Published on

AEM Caching Part 2 - Practical Mid-Level Strategies for Dynamic Content and Dispatcher Configuration

Authors

After understanding the basics of AEM caching in Part 1(Caching Basics And Dispatcher Invalidation), the next challenge is applying those concepts to real projects. This is where performance issues usually start to show up—dynamic content, unpredictable URLs, unstable cache keys, and Dispatcher rules that don’t match how the application behaves. To build a performant AEM site, you need to control variability and teach the Dispatcher how to treat each type of request.

1. Pages and Selectors

The first element worth analyzing is how pages and selectors influence caching. Standard HTML pages should always be cacheable, but they also need quick invalidation, so using a low TTL (such as 60 seconds) combined with statfile invalidation is ideal. When you introduce selectors, you’re effectively creating unique variations of the same resource. For example, /content/site/en.light.json and /content/site/en.dark.json are two distinct representations of the same path. Dispatcher treats each as a completely separate cache entry, which is exactly what you want—as long as those variations are predictable. The mistake teams make is abusing selectors and ending up with dozens of URL variations that all hit AEM for no real benefit. Selectors should only be introduced when they create a stable and meaningful representation of content—not as an easy escape mechanism for dynamic logic.

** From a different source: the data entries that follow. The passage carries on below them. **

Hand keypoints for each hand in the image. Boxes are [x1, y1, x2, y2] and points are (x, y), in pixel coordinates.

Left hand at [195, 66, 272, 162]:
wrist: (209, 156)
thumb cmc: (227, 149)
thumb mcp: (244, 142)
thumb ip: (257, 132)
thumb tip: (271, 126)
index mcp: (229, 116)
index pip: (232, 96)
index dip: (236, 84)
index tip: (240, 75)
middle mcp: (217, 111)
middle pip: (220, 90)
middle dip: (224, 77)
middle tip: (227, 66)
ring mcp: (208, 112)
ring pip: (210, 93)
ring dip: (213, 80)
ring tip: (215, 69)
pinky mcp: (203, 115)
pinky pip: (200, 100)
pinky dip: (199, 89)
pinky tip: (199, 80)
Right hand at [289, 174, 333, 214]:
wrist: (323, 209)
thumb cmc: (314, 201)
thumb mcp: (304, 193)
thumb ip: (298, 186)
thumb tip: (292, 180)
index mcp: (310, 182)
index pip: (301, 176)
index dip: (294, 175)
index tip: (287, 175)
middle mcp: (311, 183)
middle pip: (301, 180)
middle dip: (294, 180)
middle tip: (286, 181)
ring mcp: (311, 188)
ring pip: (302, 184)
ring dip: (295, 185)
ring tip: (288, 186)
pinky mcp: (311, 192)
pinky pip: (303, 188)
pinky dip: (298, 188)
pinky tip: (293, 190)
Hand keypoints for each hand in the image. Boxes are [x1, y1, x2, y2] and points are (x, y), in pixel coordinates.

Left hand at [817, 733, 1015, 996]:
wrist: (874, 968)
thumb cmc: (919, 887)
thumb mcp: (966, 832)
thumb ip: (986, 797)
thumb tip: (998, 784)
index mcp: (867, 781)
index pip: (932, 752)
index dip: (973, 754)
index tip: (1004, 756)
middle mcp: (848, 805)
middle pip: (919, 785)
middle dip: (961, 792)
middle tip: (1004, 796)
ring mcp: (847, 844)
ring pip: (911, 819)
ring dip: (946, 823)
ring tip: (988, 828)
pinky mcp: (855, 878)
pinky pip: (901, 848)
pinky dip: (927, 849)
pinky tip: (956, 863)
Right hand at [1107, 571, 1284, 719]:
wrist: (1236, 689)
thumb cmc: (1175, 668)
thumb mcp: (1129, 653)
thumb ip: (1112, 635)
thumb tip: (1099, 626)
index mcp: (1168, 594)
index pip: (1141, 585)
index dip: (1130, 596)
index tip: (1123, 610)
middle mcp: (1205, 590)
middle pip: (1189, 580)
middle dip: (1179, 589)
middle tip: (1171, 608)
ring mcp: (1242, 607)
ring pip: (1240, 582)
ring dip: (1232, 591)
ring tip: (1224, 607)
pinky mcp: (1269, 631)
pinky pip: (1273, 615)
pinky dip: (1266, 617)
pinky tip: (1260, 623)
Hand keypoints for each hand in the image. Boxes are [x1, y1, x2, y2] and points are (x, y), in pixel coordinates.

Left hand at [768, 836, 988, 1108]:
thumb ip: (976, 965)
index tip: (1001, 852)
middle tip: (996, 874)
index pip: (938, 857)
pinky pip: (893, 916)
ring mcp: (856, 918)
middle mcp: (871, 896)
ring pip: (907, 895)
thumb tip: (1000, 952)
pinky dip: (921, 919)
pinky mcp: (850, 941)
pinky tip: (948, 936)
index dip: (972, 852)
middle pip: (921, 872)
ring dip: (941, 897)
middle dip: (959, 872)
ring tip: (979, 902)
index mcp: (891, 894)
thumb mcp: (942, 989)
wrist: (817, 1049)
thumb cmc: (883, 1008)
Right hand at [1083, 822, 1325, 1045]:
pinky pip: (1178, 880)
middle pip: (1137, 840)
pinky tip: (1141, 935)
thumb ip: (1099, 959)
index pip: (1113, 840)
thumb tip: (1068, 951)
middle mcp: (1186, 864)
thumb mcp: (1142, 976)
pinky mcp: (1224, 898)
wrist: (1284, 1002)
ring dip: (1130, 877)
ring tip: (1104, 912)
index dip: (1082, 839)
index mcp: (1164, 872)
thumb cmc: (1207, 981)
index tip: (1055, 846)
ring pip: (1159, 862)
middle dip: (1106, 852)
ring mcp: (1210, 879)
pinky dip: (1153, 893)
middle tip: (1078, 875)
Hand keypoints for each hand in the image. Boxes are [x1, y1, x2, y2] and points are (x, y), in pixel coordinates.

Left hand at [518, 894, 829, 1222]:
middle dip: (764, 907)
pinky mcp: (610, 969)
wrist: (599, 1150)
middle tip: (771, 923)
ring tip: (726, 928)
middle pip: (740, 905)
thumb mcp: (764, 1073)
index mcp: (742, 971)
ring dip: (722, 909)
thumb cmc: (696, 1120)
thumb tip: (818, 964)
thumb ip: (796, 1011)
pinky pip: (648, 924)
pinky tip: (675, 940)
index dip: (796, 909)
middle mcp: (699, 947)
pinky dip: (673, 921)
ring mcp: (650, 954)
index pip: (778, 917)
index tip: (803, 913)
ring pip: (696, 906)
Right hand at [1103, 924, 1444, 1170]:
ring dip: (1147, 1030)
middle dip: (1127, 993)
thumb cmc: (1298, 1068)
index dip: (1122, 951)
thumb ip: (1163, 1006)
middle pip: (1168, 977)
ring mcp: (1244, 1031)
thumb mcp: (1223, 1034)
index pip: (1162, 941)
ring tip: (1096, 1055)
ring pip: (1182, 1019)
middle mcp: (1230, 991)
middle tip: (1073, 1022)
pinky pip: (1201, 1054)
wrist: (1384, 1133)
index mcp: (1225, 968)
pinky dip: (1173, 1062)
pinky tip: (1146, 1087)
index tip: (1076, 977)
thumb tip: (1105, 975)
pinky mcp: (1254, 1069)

2. Query Parameters (The Cache Killer) The next major problem is query parameters. By nature, query parameters destroy caching because they imply that the response can change for every different parameter. Dispatcher will not cache them unless you explicitly configure rules that define which parameters matter and which should be ignored. Most parameters—like utm_source, utm_campaign, and gclid—do not change the page content. They only exist for analytics and should never create new cache entries. Using ignoreUrlParams in dispatcher.any allows you to strip away these useless parameters before the Dispatcher generates a cache key. Once configured correctly, /page.html?utm_source=email and /page.html?utm_source=ad will map to a single cached version of page.html, significantly improving cache hit ratios and reducing load on Publish.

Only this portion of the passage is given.